Saturday, March 3, 2012

Danceworks Puts Hollywood in Motion



The Danceworks Performance Company’s enjoyable new show “Lights, DPC…Action!,”playing through March 7 at Danceworks Studio Theatre, is such a work of love from the entire company that it’s probably wrong to single anyone out.


Nonetheless, I was knocked breathless by The Unraveling, choreographed by Simon Andreas Eichinger and Dani Kuepper, and superbly lighted by Jan Kellogg. It alone is worth the price of admission to this wittily orchestrated collection of dances inspired by film genres. Horrifying as a great H.P. Lovecraft tale of men possessed by unnamable monsters (which is precisely what appears to be happening), it was danced and acted perfectly by Eichinger under Kuepper’s guidance.

It was followed by another highlight, Kuepper’s When the Dog Bites,set to excerpts from The Sound of Music. The choreography takes a shocking but organic turn at the end that had most of the audience, myself included, screaming with laughter. I won’t reveal the ending, but it’s not only true to the subject (“Climb Every Mountain,” indeed), but also to the conception of the program as an assemblage of powerful, sometimes insidious images of the sort that shape us.
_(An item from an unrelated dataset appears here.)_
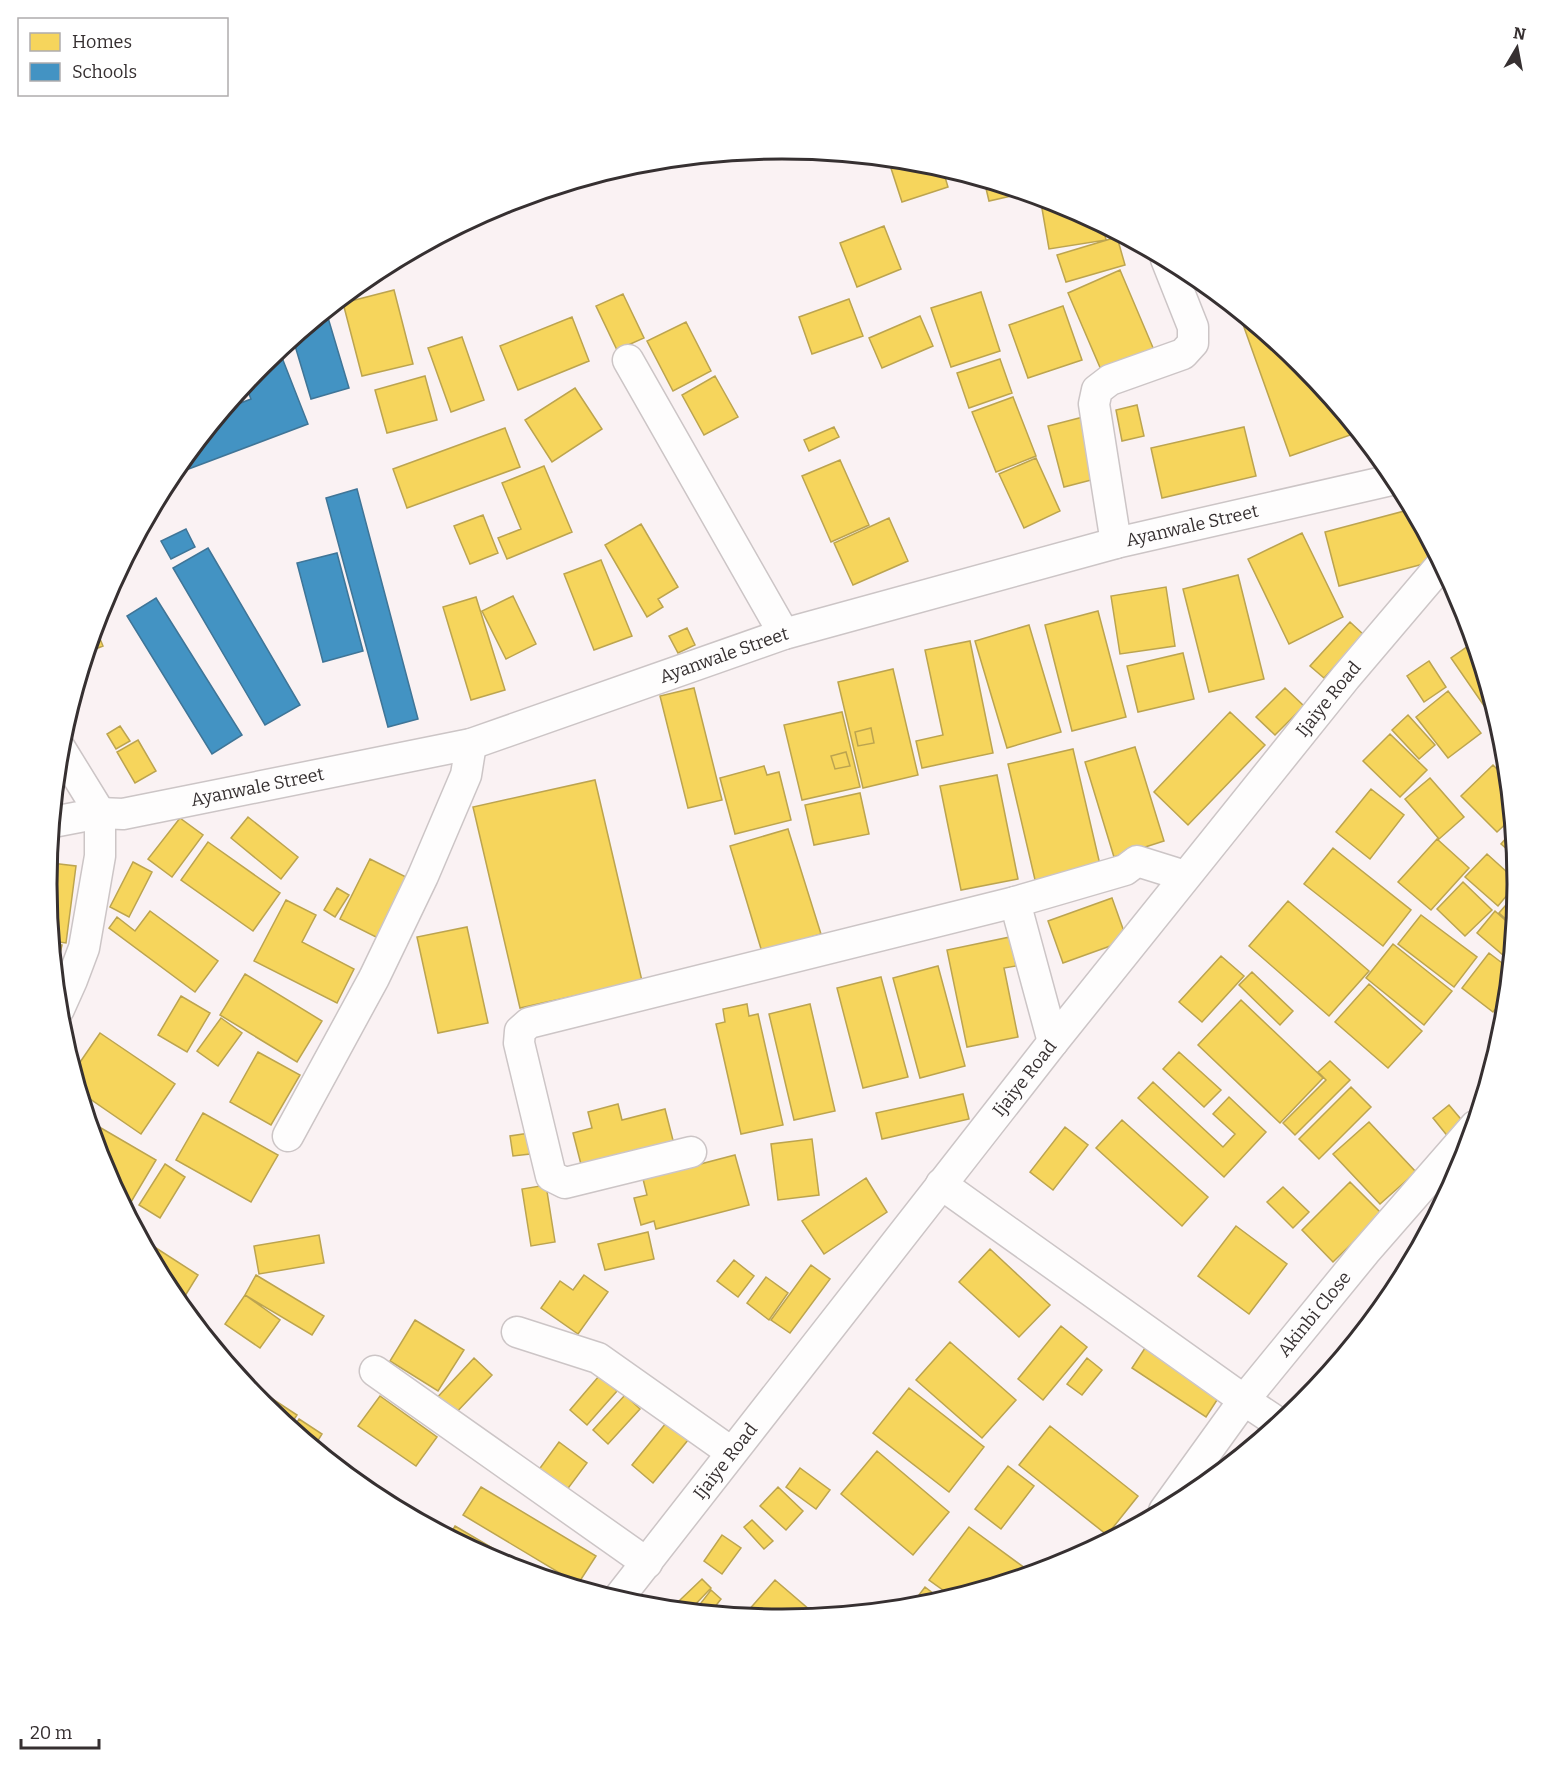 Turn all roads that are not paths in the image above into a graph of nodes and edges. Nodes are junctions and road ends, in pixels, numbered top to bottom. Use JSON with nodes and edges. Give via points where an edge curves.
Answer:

All the dancers were delightfully goofy and Melissa Anderson was especially hilarious. Her Busby Berkeley quotation, Dames, opens the show, a smart idea for a company consisting almost entirely of women. (The always-appealing Steven Moses is the only male, along with guest Eichinger.) I wanted the women to move in perfect sync, as in the source material. But slight gaps in uniformity were redeemed by the conceptual brilliance of its false endings: The girls are brought back repeatedly for more glorification/commodification.

Much else is good, including Liz Hildebrandt’s pas de trois. The program’s choreography is weakest when it simply doesn’t take its good ideas far enough.